# [Assigned task]
Count the lines below in which "John" appears, then give that number by itself.

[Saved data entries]

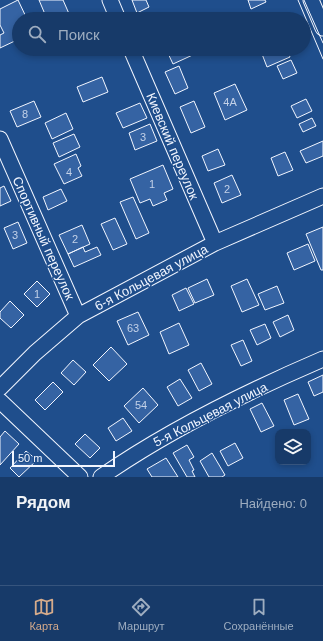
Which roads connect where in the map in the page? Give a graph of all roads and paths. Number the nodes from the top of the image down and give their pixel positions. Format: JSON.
{"nodes":[{"id":1,"x":110,"y":0,"type":"edge"},
{"id":2,"x":311,"y":0,"type":"edge"},
{"id":3,"x":115,"y":12,"type":"edge"},
{"id":4,"x":323,"y":28,"type":"edge"},
{"id":5,"x":134,"y":56,"type":"edge"},
{"id":6,"x":0,"y":139,"type":"edge"},
{"id":7,"x":323,"y":196,"type":"edge"},
{"id":8,"x":215,"y":243,"type":"junction"},
{"id":9,"x":78,"y":316,"type":"junction"},
{"id":10,"x":323,"y":359,"type":"edge"},
{"id":11,"x":0,"y":388,"type":"edge"},
{"id":12,"x":0,"y":401,"type":"edge"},
{"id":13,"x":80,"y":477,"type":"edge"},
{"id":14,"x":101,"y":477,"type":"edge"}],
"edges":[{"from":1,"to":3,"type":"street"},
{"from":2,"to":4,"type":"street"},
{"from":5,"to":8,"type":"street","name":"Киевский переулок"},
{"from":6,"to":9,"type":"street","name":"Спортивный переулок"},
{"from":7,"to":8,"type":"street","name":"6-я Кольцевая улица"},
{"from":8,"to":9,"type":"street","name":"6-я Кольцевая улица"},
{"from":9,"to":11,"type":"street","name":"6-я Кольцевая улица"},
{"from":10,"to":14,"type":"street","name":"5-я Кольцевая улица"},
{"from":12,"to":13,"type":"street"}]}
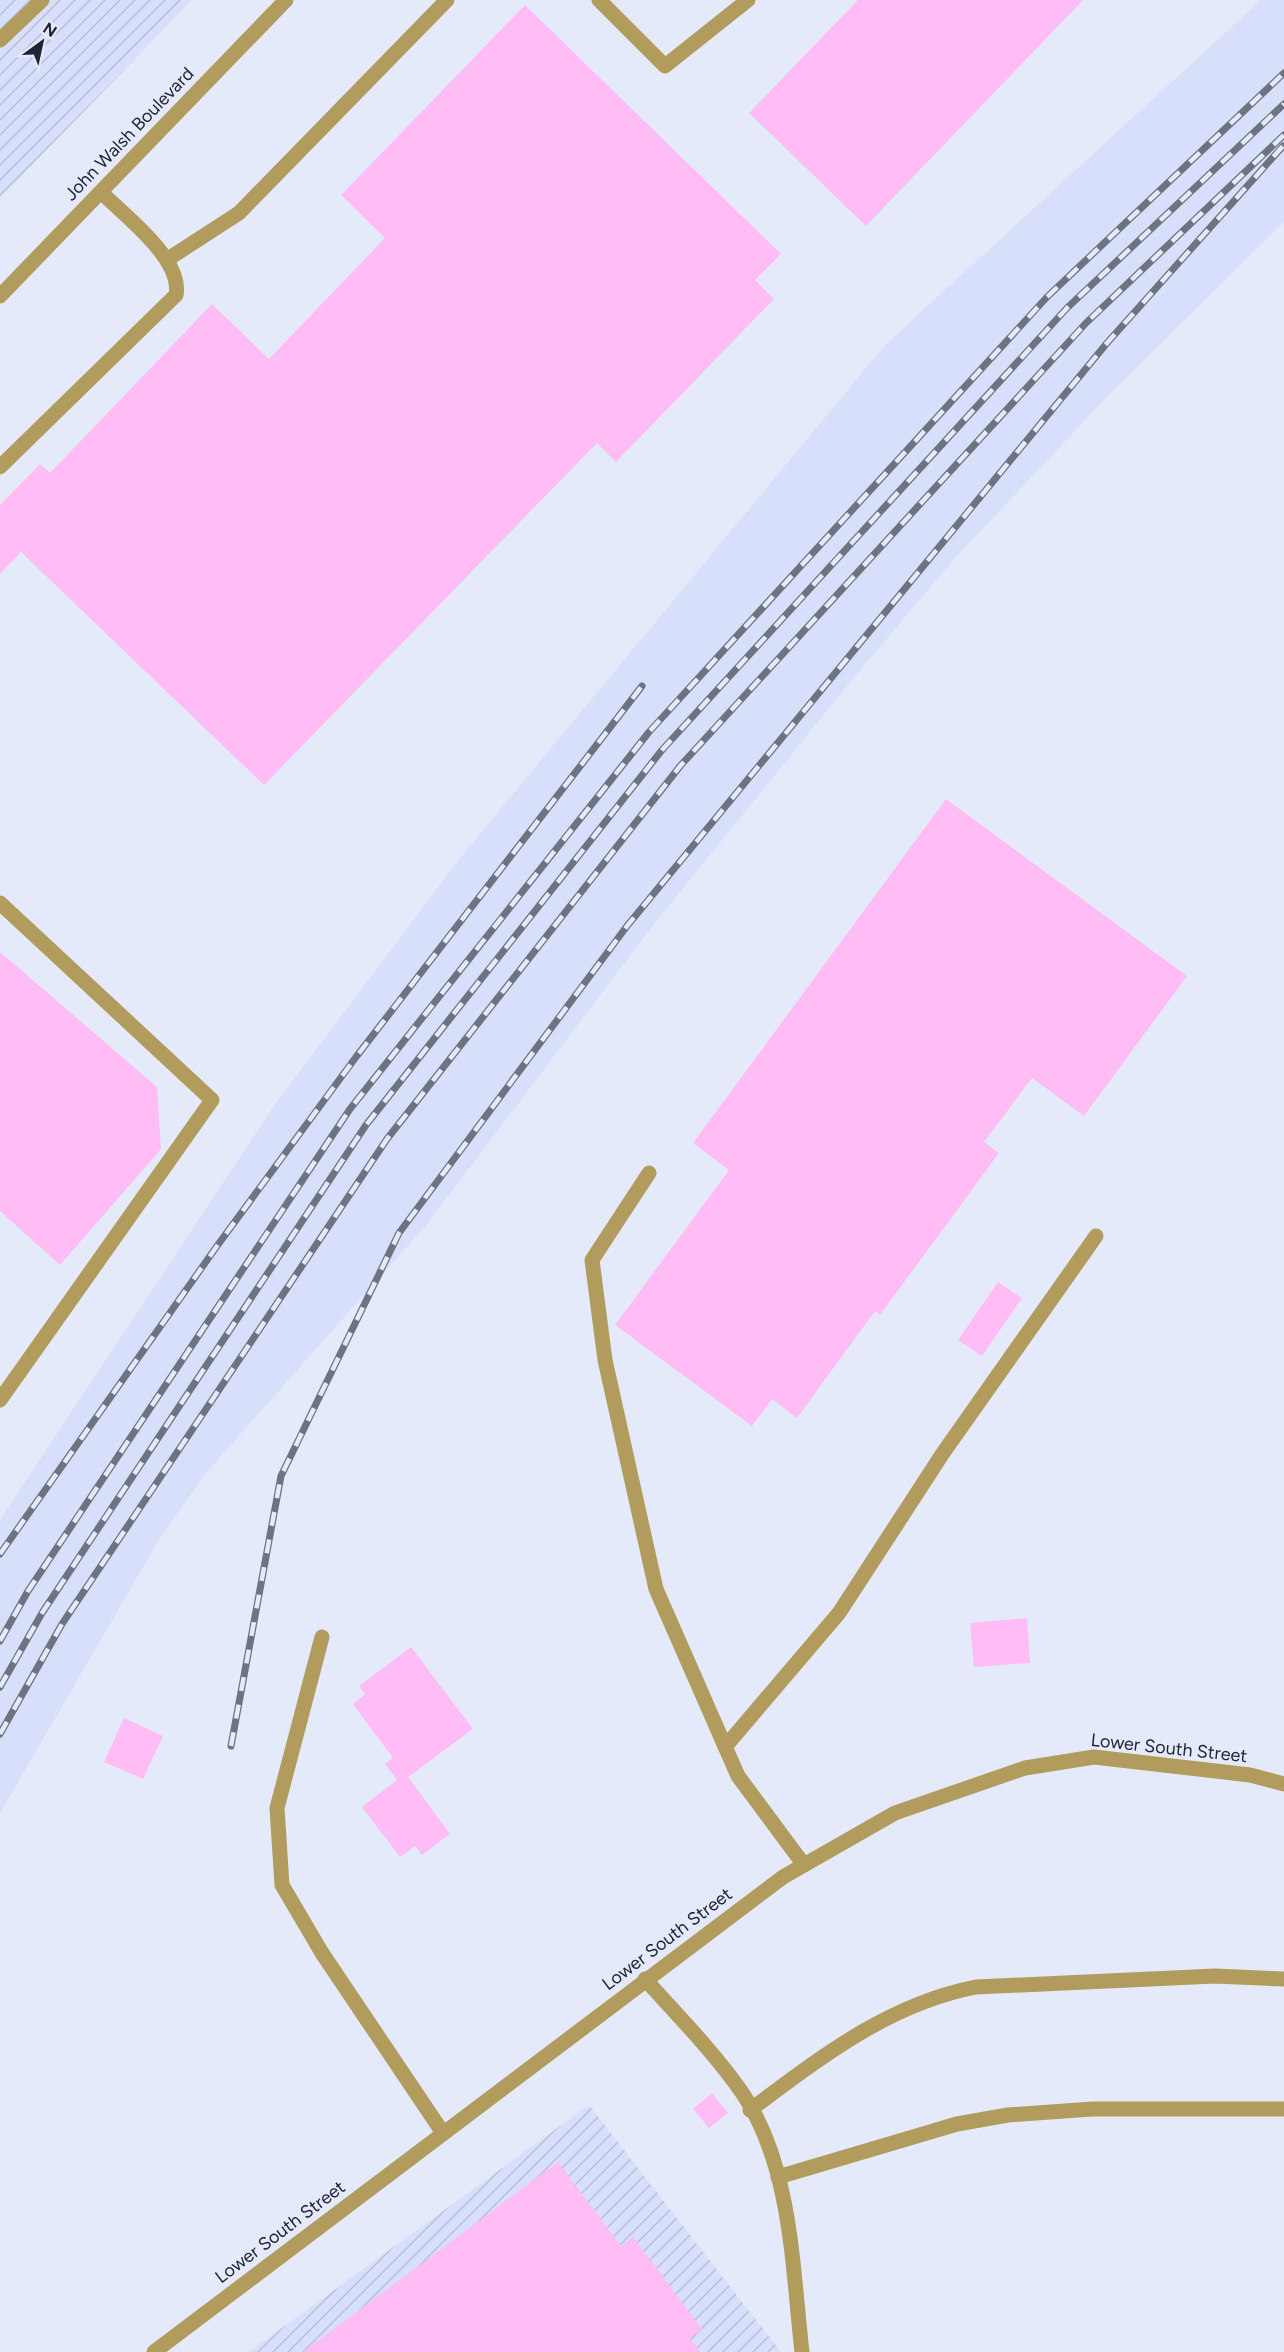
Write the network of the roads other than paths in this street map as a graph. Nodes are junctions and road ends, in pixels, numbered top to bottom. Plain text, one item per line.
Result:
1 (42, 0) edge
2 (286, 0) edge
3 (447, 0) edge
4 (598, 0) edge
5 (748, 0) edge
6 (0, 40) edge
7 (101, 192) junction
8 (168, 259) junction
9 (0, 296) edge
10 (0, 467) edge
11 (0, 903) edge
12 (649, 1173) dead end
13 (1096, 1236) dead end
14 (0, 1400) edge
15 (322, 1637) dead end
16 (725, 1747) junction
17 (1284, 1784) edge
18 (804, 1865) junction
19 (645, 1979) junction
20 (1284, 1979) edge
21 (1284, 2109) edge
22 (750, 2110) junction
23 (443, 2133) junction
24 (778, 2177) junction
25 (154, 2352) edge
26 (802, 2352) edge

1 - 6 street
2 - 7 street, John Walsh Boulevard
3 - 8 street
4 - 5 street
7 - 8 street
7 - 9 street, John Walsh Boulevard
8 - 10 street
11 - 14 street
12 - 16 street
13 - 16 street
15 - 23 street
16 - 18 street
17 - 18 street, Lower South Street
18 - 19 street, Lower South Street
19 - 22 street
19 - 23 street, Lower South Street
20 - 22 street
21 - 24 street
22 - 24 street
23 - 25 street, Lower South Street
24 - 26 street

# [Completed exercise]
2